The Stress: The time and money demands of the holiday season are looming.
The Strategy:
When you have anxious or fearful thoughts that pop repeatedly in your mind like popcorn at the movie theatre, they need focused attention. Olivo suggests actually scheduling time to worry in a productive way. “Clearly this keeps coming up and is making me feel anxious,” Olivo says. “It’s a big challenge that I don’t have the capability of meeting. So I am feeling fear. I’m going to set aside some time to think about and problem-solve this.”
The first step is to make an appointment with the most important person in your life: yourself. Hash out the details of what you can realistically afford and accomplish. Then, if the thoughts still pop up outside the allocated time, practice the following meditation.
Thought Diffusion Meditation
Allow anxious ruminations to float on by with one of these scenes, or another of your choosing.
- Imagine your thoughts like clouds in the sky, drifting by above you.
- Visualize a stream, with each thought a leaf sailing downstream.
- Picture yourself driving down a roadway, whizzing past billboards emblazoned with your worries.
The Stress: Your spouse forgot to take out the trash again, leaving it for the dog to devour.
The Strategy:
“In no other place do emotions hit such a peak level as in relationships,” Olivo says. “If you’re having a fight with your partner, you may get to a place you cannot even think straight.”
Tunnel vision, scrambled brain, gloom and doom? We’ve all been there. Drastic feelings require drastic action (excluding dumping the trash on your beloved’s head.) It may entail dunking your own head in cold water, though. Seriously. This esteemed Columbia University psychologist is recommending we take advantage of our physiological dive reflex. Adopted from animals such as otters and beavers that need to conserve energy when underwater, it actually stops the flight-or-fight response in its tracks. As card-carrying mammals, we humans have this reflex as well, and it can come in handy when we’re emotionally overwrought or overwhelmed. Research shows the dive reflex slows our heart rate and calms the nervous system.
Dive Reflex Meditation
Here’s how: The idea is to dip your face in cool liquid, while holding your breath as long as you comfortably can. Olivo suggests filling a sink with cold water and dunking your face in it for a count of 30. If you don’t have a basin handy or that’s a bit drastic for you, use an ice pack, a bag of frozen peas or a wet washcloth on your forehead and nose. Inhale, hold, and feel the stress melt away.

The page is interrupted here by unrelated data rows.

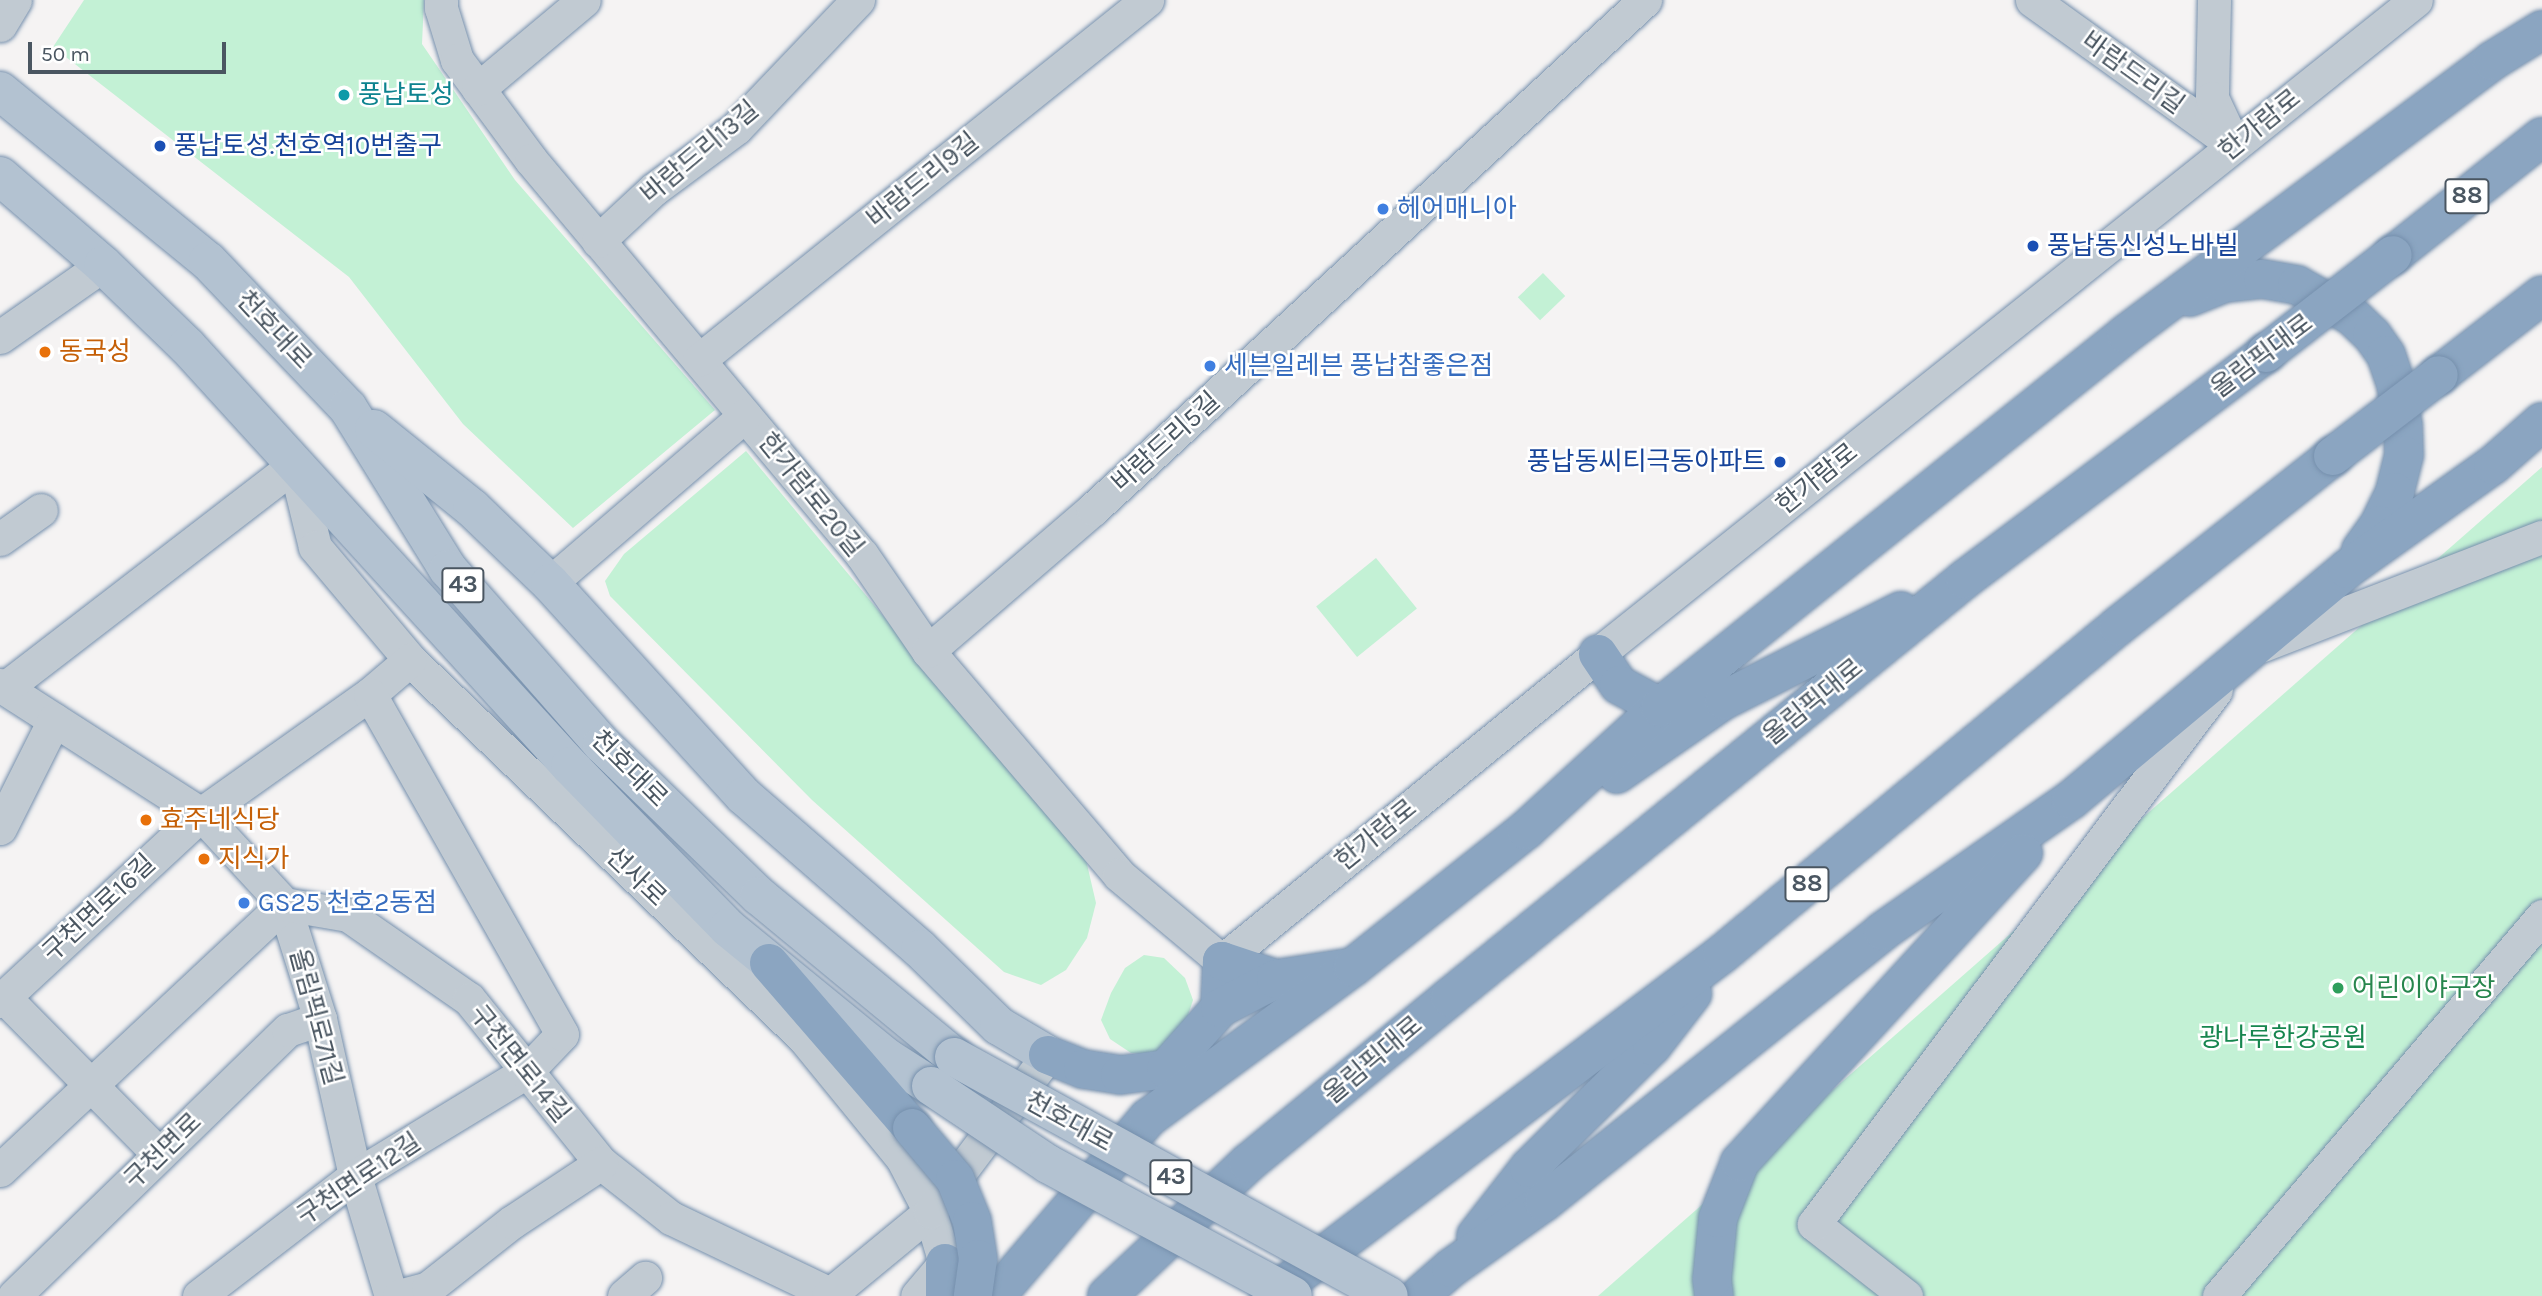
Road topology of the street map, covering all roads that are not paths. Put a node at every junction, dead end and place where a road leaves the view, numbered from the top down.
1 (15, 0) edge
2 (441, 0) edge
3 (584, 0) edge
4 (858, 0) edge
5 (1147, 0) edge
6 (1645, 0) edge
7 (2032, 0) edge
8 (2214, 0) edge
9 (2416, 0) edge
10 (0, 24) edge
11 (2542, 30) edge
12 (478, 89) junction
13 (0, 91) edge
14 (2542, 137) edge
15 (2234, 145) junction
16 (0, 176) edge
17 (598, 240) junction
18 (103, 265) junction
19 (2542, 295) edge
20 (2126, 334) junction
21 (0, 337) edge
22 (699, 360) junction
23 (348, 408) junction
24 (745, 415) junction
25 (2542, 422) edge
26 (295, 466) junction
27 (41, 510) dead end
28 (2542, 537) edge
29 (0, 539) edge
30 (2347, 569) junction
31 (1965, 579) junction
32 (550, 583) junction
33 (928, 651) junction
34 (1598, 654) junction
35 (2244, 655) junction
36 (410, 660) junction
37 (2, 686) edge
38 (370, 694) junction
39 (1660, 708) junction
40 (54, 720) junction
41 (2071, 800) junction
42 (201, 814) junction
43 (0, 828) edge
44 (1526, 830) junction
45 (284, 904) junction
46 (2542, 916) edge
47 (1722, 954) junction
48 (1222, 961) junction
49 (769, 963) junction
50 (1353, 967) junction
51 (1276, 979) junction
52 (2, 999) edge
53 (1220, 1008) junction
54 (320, 1019) junction
55 (1048, 1055) junction
56 (1166, 1069) junction
57 (526, 1072) junction
58 (89, 1086) junction
59 (1148, 1118) junction
60 (159, 1154) junction
61 (601, 1163) junction
62 (0, 1170) edge
63 (355, 1176) junction
64 (930, 1212) junction
65 (1451, 1268) junction
66 (945, 1279) edge
67 (829, 1295) edge
68 (14, 1296) edge
69 (199, 1296) edge
70 (391, 1296) edge
71 (399, 1296) edge
72 (917, 1296) edge
73 (973, 1296) edge
74 (996, 1296) edge
75 (1107, 1296) edge
76 (1270, 1296) edge
77 (1293, 1296) edge
78 (1389, 1296) edge
79 (1419, 1296) edge
80 (1714, 1296) edge
81 (1906, 1296) edge
82 (2218, 1296) edge

1 - 10 street
2 - 12 street, 한가람로20길
3 - 12 street
4 - 17 street, 바람드리13길
5 - 22 street, 바람드리9길
6 - 33 street, 바람드리5길
7 - 15 street, 바람드리길
8 - 15 street
9 - 15 street, 한가람로
11 - 20 highway
12 - 17 street, 한가람로20길
13 - 23 main road, 천호대로 / 43
14 - 31 highway, 올림픽대로 / 88, bridge
15 - 34 street, 한가람로
16 - 18 main road, 천호대로 / 43
17 - 22 street, 한가람로20길
18 - 21 street
18 - 26 main road, 천호대로 / 43
19 - 47 highway, 88, bridge
20 - 30 highway
20 - 39 highway
22 - 24 street, 한가람로20길
23 - 32 main road
23 - 78 main road, 천호대로 / 43, bridge
24 - 32 street
24 - 33 street, 한가람로20길
25 - 30 highway
26 - 36 street, 선사로
26 - 37 street, 올림픽로71길
26 - 49 main road, 천호대로 / 43
27 - 29 street
28 - 35 street
30 - 35 highway
31 - 44 highway
31 - 75 highway, 올림픽대로 / 88
32 - 55 main road
33 - 48 street, 한가람로20길
34 - 39 highway
34 - 48 street, 한가람로
35 - 41 highway
35 - 81 street
36 - 38 street, 구천면로16길
36 - 64 street, 선사로
37 - 40 street, 올림픽로71길
38 - 42 street, 구천면로16길
38 - 57 street, 구천면로12길
39 - 44 highway
40 - 42 street, 올림픽로71길
40 - 43 street
41 - 65 highway
41 - 80 highway
42 - 45 street, 올림픽로71길
42 - 52 street, 구천면로16길
44 - 50 highway
45 - 54 street, 올림픽로71길
45 - 57 street, 구천면로14길
45 - 58 street
46 - 82 street
47 - 65 highway
47 - 76 highway, 88
48 - 51 highway
48 - 53 highway
49 - 73 highway, bridge
49 - 77 main road, 천호대로 / 43, bridge
50 - 51 highway
50 - 59 highway
51 - 53 highway
52 - 58 street
53 - 56 highway
54 - 60 street, 구천면로
54 - 63 street, 올림픽로71길
55 - 56 highway
55 - 64 street
56 - 59 highway
57 - 61 street, 구천면로14길
57 - 63 street, 구천면로12길
58 - 60 street
58 - 62 street
59 - 74 highway
60 - 68 street, 구천면로
61 - 67 street, 구천면로14길
61 - 71 street
63 - 69 street, 구천면로12길
63 - 70 street, 올림픽로71길
64 - 66 street, 선사로
64 - 67 street
65 - 79 highway
66 - 72 street, 선사로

The Stress: You injured yourself and can’t take your favorite vinyasa classes anymore.
The Strategy:
This is a time to practice self-compassion. Be gentle. Love yourself. “There are a lot of things in life that are painful realities that we can’t change,” Olivo says. “An injury is a perfect example of that. It hurts and you can’t engage in things that help you feel better even.”
Be Kind To Yourself Meditation
Acknowledge your suffering. Get centered and focus on feeling compassion for yourself, as you might a needy child. Connect to your breath and send yourself soothing messages: I am experiencing pain right now and I can handle this. I am strong. This shall pass. Fortify trust in yourself and in life. You could end with a wish. Let me accept this and allow my body to heal. Let me let go of this suffering. Let me find peace.